#### Records for this exercise
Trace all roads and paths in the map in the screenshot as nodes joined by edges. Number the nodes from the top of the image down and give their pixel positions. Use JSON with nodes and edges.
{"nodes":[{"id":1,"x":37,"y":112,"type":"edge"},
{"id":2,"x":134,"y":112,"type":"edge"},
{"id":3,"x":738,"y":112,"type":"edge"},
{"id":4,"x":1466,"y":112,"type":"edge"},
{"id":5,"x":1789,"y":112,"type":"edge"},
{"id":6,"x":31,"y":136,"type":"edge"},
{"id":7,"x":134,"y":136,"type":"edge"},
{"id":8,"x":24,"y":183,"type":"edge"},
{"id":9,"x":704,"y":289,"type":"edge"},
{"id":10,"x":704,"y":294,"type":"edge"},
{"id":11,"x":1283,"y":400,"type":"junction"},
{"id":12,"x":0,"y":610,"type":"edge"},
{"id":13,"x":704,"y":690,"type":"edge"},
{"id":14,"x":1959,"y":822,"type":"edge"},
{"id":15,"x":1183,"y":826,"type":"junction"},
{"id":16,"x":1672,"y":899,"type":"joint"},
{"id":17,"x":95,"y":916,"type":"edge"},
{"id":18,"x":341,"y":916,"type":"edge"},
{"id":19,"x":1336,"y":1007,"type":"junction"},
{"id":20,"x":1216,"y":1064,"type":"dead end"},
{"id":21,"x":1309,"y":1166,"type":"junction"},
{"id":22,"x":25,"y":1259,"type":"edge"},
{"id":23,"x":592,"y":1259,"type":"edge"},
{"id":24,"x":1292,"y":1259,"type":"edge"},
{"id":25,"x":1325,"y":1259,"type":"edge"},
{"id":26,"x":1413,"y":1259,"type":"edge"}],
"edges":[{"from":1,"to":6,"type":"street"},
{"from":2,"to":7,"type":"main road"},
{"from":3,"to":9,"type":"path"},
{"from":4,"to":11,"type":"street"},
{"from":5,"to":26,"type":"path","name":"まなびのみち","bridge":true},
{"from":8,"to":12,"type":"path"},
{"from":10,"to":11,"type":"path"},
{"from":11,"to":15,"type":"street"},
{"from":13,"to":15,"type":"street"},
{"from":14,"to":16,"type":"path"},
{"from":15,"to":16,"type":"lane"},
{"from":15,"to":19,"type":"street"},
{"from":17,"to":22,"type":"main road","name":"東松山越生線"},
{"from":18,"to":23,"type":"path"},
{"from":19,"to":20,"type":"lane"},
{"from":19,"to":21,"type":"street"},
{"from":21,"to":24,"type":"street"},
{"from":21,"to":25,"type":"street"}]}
########
- _Exercise requirements_: Print all of the records, leaving each one exactly as it appears above.

- _Written reply_:
Trace all roads and paths in the map in the screenshot as nodes joined by edges. Number the nodes from the top of the image down and give their pixel positions. Use JSON with nodes and edges.
{"nodes":[{"id":1,"x":37,"y":112,"type":"edge"},
{"id":2,"x":134,"y":112,"type":"edge"},
{"id":3,"x":738,"y":112,"type":"edge"},
{"id":4,"x":1466,"y":112,"type":"edge"},
{"id":5,"x":1789,"y":112,"type":"edge"},
{"id":6,"x":31,"y":136,"type":"edge"},
{"id":7,"x":134,"y":136,"type":"edge"},
{"id":8,"x":24,"y":183,"type":"edge"},
{"id":9,"x":704,"y":289,"type":"edge"},
{"id":10,"x":704,"y":294,"type":"edge"},
{"id":11,"x":1283,"y":400,"type":"junction"},
{"id":12,"x":0,"y":610,"type":"edge"},
{"id":13,"x":704,"y":690,"type":"edge"},
{"id":14,"x":1959,"y":822,"type":"edge"},
{"id":15,"x":1183,"y":826,"type":"junction"},
{"id":16,"x":1672,"y":899,"type":"joint"},
{"id":17,"x":95,"y":916,"type":"edge"},
{"id":18,"x":341,"y":916,"type":"edge"},
{"id":19,"x":1336,"y":1007,"type":"junction"},
{"id":20,"x":1216,"y":1064,"type":"dead end"},
{"id":21,"x":1309,"y":1166,"type":"junction"},
{"id":22,"x":25,"y":1259,"type":"edge"},
{"id":23,"x":592,"y":1259,"type":"edge"},
{"id":24,"x":1292,"y":1259,"type":"edge"},
{"id":25,"x":1325,"y":1259,"type":"edge"},
{"id":26,"x":1413,"y":1259,"type":"edge"}],
"edges":[{"from":1,"to":6,"type":"street"},
{"from":2,"to":7,"type":"main road"},
{"from":3,"to":9,"type":"path"},
{"from":4,"to":11,"type":"street"},
{"from":5,"to":26,"type":"path","name":"まなびのみち","bridge":true},
{"from":8,"to":12,"type":"path"},
{"from":10,"to":11,"type":"path"},
{"from":11,"to":15,"type":"street"},
{"from":13,"to":15,"type":"street"},
{"from":14,"to":16,"type":"path"},
{"from":15,"to":16,"type":"lane"},
{"from":15,"to":19,"type":"street"},
{"from":17,"to":22,"type":"main road","name":"東松山越生線"},
{"from":18,"to":23,"type":"path"},
{"from":19,"to":20,"type":"lane"},
{"from":19,"to":21,"type":"street"},
{"from":21,"to":24,"type":"street"},
{"from":21,"to":25,"type":"street"}]}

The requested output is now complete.